Which lines in the entries below contain the string "edges"? Show each of them in full.
========================================
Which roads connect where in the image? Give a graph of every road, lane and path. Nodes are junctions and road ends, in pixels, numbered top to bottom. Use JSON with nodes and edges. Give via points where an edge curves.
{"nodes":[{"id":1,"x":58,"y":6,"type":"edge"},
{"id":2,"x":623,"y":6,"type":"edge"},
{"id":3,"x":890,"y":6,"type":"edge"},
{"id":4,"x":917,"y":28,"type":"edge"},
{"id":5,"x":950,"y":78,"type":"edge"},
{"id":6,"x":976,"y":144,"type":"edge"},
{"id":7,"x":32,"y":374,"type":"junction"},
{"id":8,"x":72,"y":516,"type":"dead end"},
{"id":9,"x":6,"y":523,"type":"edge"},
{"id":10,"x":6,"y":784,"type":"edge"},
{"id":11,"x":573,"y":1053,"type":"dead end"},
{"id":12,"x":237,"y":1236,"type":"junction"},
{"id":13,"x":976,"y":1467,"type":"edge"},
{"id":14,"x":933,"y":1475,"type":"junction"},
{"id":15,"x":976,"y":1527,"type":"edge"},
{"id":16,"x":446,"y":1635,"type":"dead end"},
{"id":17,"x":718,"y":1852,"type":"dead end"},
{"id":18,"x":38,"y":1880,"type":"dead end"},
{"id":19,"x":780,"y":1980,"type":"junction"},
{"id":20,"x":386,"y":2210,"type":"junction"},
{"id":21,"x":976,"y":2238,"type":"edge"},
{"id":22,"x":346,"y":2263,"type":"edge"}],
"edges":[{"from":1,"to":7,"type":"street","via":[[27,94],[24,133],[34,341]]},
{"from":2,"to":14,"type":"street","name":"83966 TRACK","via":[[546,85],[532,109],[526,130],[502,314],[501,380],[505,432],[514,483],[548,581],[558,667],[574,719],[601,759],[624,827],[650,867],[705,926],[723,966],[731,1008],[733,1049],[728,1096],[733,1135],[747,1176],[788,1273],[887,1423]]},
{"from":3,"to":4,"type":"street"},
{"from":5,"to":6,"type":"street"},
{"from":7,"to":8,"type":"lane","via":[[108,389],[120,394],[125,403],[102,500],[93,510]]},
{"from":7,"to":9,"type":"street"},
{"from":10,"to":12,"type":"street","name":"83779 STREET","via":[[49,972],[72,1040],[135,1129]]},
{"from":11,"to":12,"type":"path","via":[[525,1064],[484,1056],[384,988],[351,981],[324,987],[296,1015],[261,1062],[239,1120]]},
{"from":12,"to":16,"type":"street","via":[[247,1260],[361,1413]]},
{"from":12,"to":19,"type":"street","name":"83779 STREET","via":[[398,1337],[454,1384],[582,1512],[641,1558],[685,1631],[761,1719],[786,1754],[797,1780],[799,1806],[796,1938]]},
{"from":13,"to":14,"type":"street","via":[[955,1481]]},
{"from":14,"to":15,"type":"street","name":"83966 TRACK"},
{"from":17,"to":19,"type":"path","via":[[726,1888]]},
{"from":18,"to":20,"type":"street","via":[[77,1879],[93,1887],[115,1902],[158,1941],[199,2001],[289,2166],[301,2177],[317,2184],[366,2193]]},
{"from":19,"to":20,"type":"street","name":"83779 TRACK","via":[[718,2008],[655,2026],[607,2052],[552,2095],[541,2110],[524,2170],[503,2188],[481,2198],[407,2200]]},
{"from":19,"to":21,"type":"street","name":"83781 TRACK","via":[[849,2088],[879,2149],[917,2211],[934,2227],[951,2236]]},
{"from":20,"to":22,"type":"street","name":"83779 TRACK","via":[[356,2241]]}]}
========================================
• Written reply:
Which roads connect where in the image? Give a graph of every road, lane and path. Nodes are junctions and road ends, in pixels, numbered top to bottom. Use JSON with nodes and edges. Give via points where an edge curves.
"edges":[{"from":1,"to":7,"type":"street","via":[[27,94],[24,133],[34,341]]},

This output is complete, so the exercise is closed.